Make sure there is room for the water in the cloche to expand or it will burst.
A frost cloth works by trapping warm air and blocking clond air from reaching the plant.
It is only effective if the whole plant is covered and there is an air gap between plant and cloth.
Heavy frosts can still penetrate the frost cloth.
Cover lemon trees with frost cloth to prevent the new shoots from being burnt by the frost.
Lemon and other citrus fruit on new growth so it is essential that these are protected or the plant will not bear fruit.
Frost cloth can also be used to protect greenhouses.
Tropical plants in the Auckland Domain Winter Garden warm house.
The ultimate in protection is a greenhouse or covered conservatory.
Even an unheated greenhouse will provide several degrees of frost hardiness.
A small greenhouse with an electric heater with the thermostat set on frost watch will be sufficient even in colder areas.
Pots raised on a bench will be warmer than pots sitting on the ground.

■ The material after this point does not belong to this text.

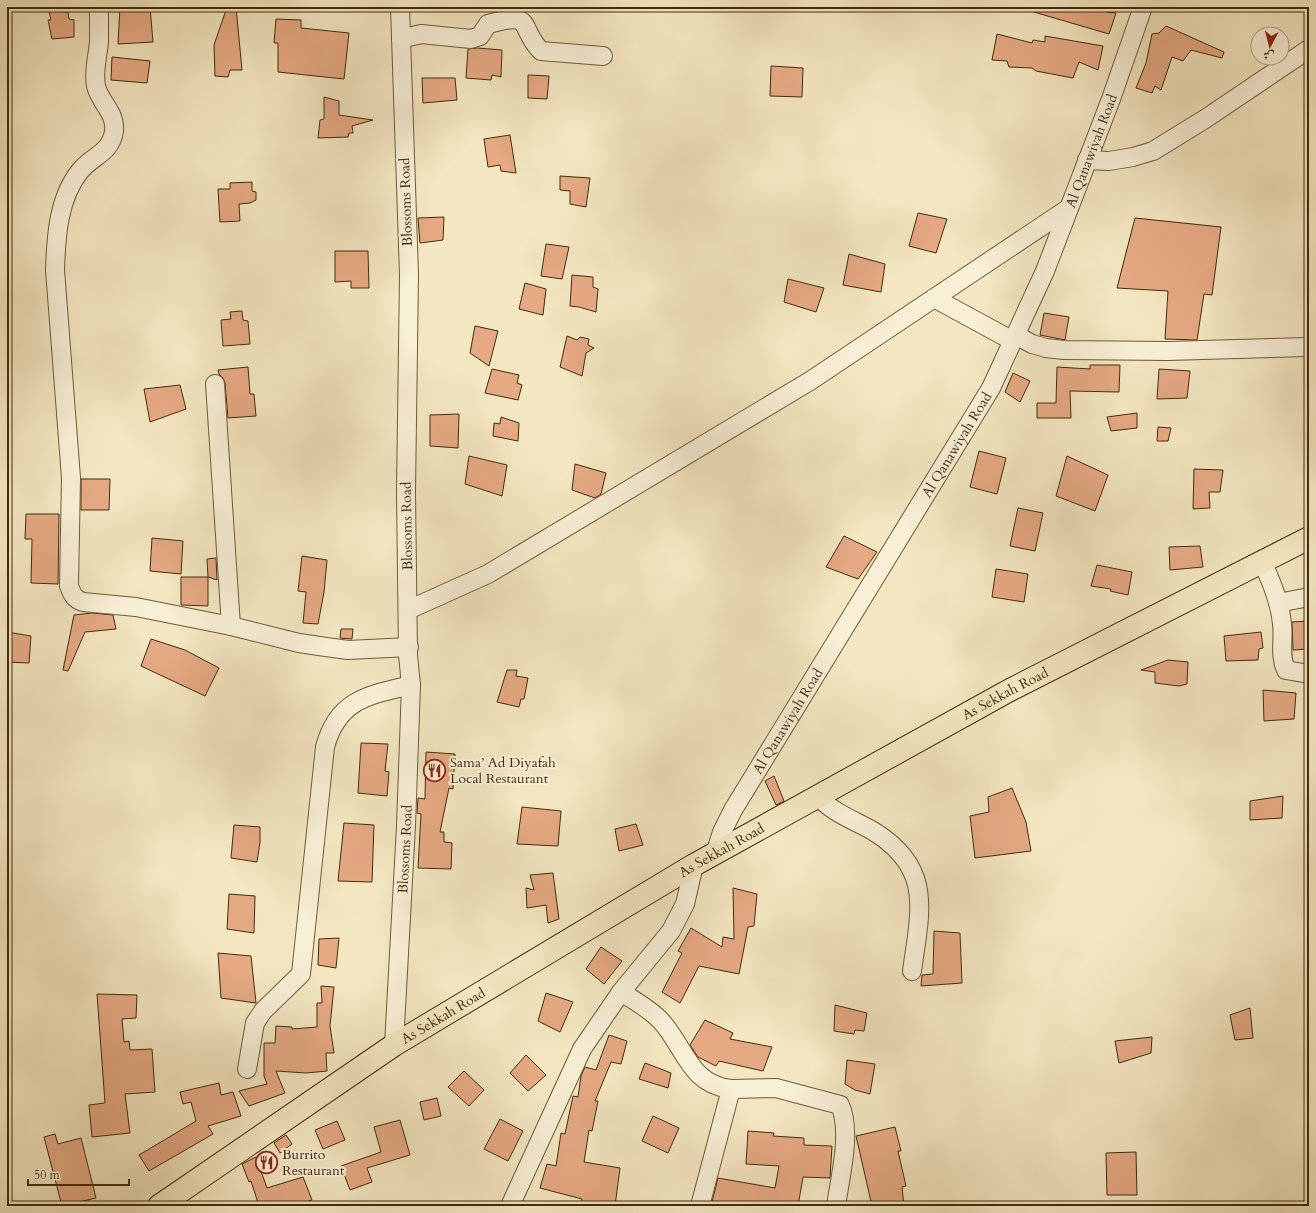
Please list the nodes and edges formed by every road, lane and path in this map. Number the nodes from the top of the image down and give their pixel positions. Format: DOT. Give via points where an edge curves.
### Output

Cool air pools on the ground and it can be several degrees warmer just one metre from the ground.
With a heated greenhouse, a wide range of tropical plants can be grown, although in very southern areas, the lack of light in the winter becomes an issue.
The problem with greenhouses is temperature regulation.
Day time temperatures tend to be too high in the summer and night time temperatures too low in the winter.
A larger and taller greenhouse will have better temperature regulation, so will a greenhouse that has good insulating materials.
Greenhouse insulation has traditionally been horticulture glass.
This is a thin glass that is very prone to breakage.
Modern greenhouses are also insulated with plastic films.
The best insulation comes from having two or more skins, eg. double glazing.
These trap a layer of air between the skins, providing superior insulation.
Vents, fans, shade cloth and paint, humidifiers and foggers can be used to help keep summer temperatures down.
Growing in the basement is not very popular in New Zealand.
We like to think that we have the space and sunlight to garden outdoors, but for those living in very cold areas, this is a viable alternative.
There is a higher setup cost in terms of procuring equipment such as lights, fans and heaters but once setup, it can provide virtually any growing environment.
In Canada, parts of the US and Europe, this is the only way to successfully grow tender plants.
Deciduous plants can be
grown in pots and over-
wintered in the garage.
Containers open up a whole new dimension of plants to gardeners.
Plants can be displayed when in flower and shifted out of the way when the flowers fade, especially those with untidy foliage.
Those who do not have a lot of room will be able to grow more plants if they are in pots.
Deciduous plants can be grown outdoors in the summer and tucked away in the garage to over-winter.
Containers culture allows plants to be grown indoors.
The warm temperature that we enjoy in our homes is also suitable for tropical plants.
While the traditional indoor plants tend to be foliage plants such as begonias and bromeliads, there is no stopping the gardener from growing other exotics such as orchids and gingers.
Containers also allow plants to be kept on the drier side during winter.
Often plants are killed not solely from the cold but a combination of cold and wet feet.
Growing in pots allows the gardener more precise control over watering and feeding.
Growing in containers does have its down side.
Pots tend to dry up rather quickly and will require more frequent watering.
Frequent watering tend to leach out fertilisers, meaning potted plants will require more frequent fertilising.
Pots can be sunken into the soil during the summer months as a way to keep them moist.
A mulch can also be used to stop the surface of the potting mix from drying out too fast, and keeping the roots cool over the summer.
As simple as it may sound, growing annuals is a good way to avoid winter damage.
Annuals grow during the warmer months and will die either before or on the onset of winter.
The plants survive as seeds and are renewed every year.
See also: Saving Seeds for the Home Gardener.
Certain tender perennials such as Chillies and Peppers can be grown as annuals.
The only criteria are the perennial must be quick growing and will flower or fruit in their first year.